11.4 A Classification Model for Daily Lightning Intensities in Alaska

Thursday, 4 May 2023: 2:15 PM
Scandinavian Ballroom Salon 4 (Royal Sonesta Minneapolis Downtown )
Joshua Hostler, Univ. of Alaska Fairbanks, Fairbanks, AK; and U. S. Bhatt, P. Bieniek, E. Fischer, T. J. Ballinger, C. Borries-Strigle, R. Thoman, R. Lader, M. Burgard, C. F. Waigl, J. Chriest, H. Strader, E. Stevens, and Z. Parish

In 2015 Alaska experienced one of the most extreme early fire seasons on record with 99% of acres burned attributable to lightning. Subsequently, the 2022 fire season became the earliest on record to reach 1 million acres burned – again largely driven by lightning activity. Fire management would benefit from skillful outlooks on lightning likelihood to use for planning. We use Self-Organizing Maps (SOMs) as an input layer for a random forest classifier to predict daily lightning likelihoods.

A Self-Organizing Map is an unsupervised clustering algorithm that, when applied to gridded atmospheric variables, determines common daily weather patterns (the attached figure shows a trained SOM for 500hPa geopotential height anomalies). We train SOMs on ECMWF Reanalysis v5 (ERA5) daily anomalies for the months June and July from the years 1959 to 2022 for the following variables: 500hPa geopoential height, sea level pressure, 2 meter temperature, 850hPa temperature, convective available potential energy, and total column water vapor.

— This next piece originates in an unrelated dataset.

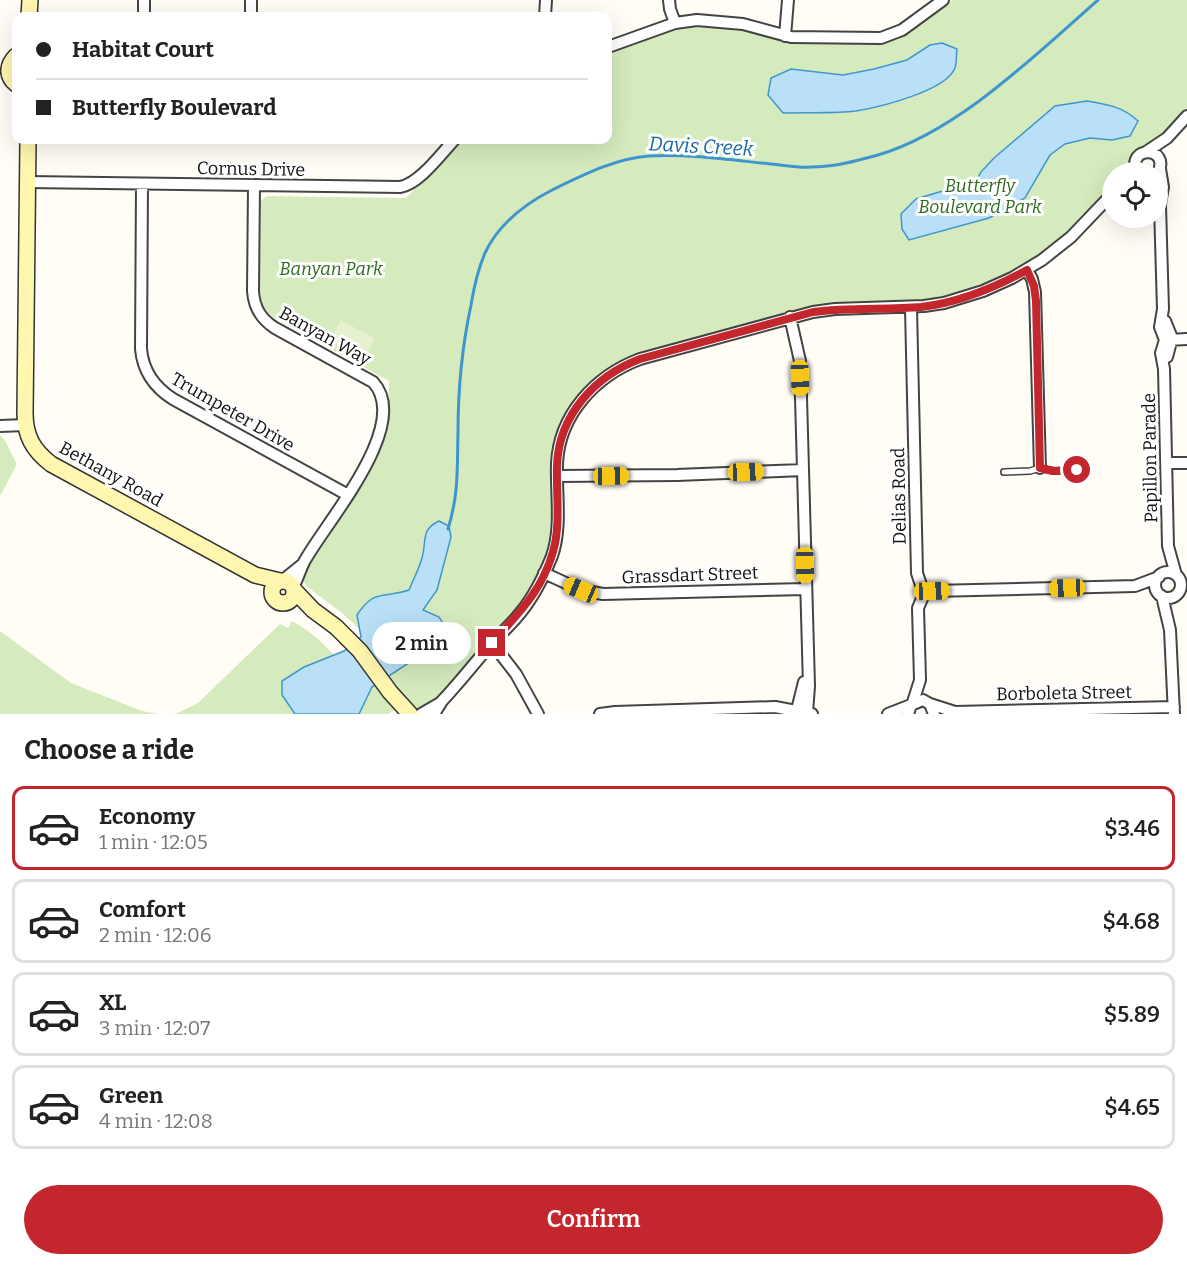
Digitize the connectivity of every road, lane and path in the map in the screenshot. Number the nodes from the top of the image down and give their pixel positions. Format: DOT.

In this study, we classify days as low, medium, and high by tercile of daily lightning counts computed from the Alaska Lightning Detection Network historical lightning dataset. Each daily record is associated with a weight in the 2D SOM network. This reduces the dimensionality of the raw gridded data from about 200,000 - 34,001 pixels and 6 variables - to just 12. These results are then used to train a random forest classifier which uses an 80-20 train test split and 5-fold cross-validation for hyperparameter tuning. Table 1 is the confusion matrix for the test dataset.

Predicted

Low

Middle

high

Actual

Low

73

28

24

Middle

34

37

47

High

12

19

81

Our model shows skill in classifying low and high tercile lightning days, with mean AUROC and F-1 scores of 0.7 and 0.53, respectively (climatology results in scores of 0.5 and 0.33 respectively). Classification of middle tercile days marginally outperforms the baseline scores. True upper tercile are correctly predicted at the highest rate. Table 2 summarizes the classification metrics for each class.

Class

Precision

Recall

F1-Score

AUROC

Low

0.613

0.584

0.598

0.767

Medium

0.440

0.314

0.366

0.559

High

0.533

0.723

0.614

0.785

Mean

0.529

0.540

0.526

0.704

Test scores improved over validation suggesting the model will perform similarly given new data. Future work will conduct an in-depth model evaluation including the examination of feature importance and identifying sources for model error. We also plan to apply this methodology to classify lightning-days from days without lightning. Finally, we plan to employ this model with seasonal dynamical forecasts to construct a multi-model seasonal outlook.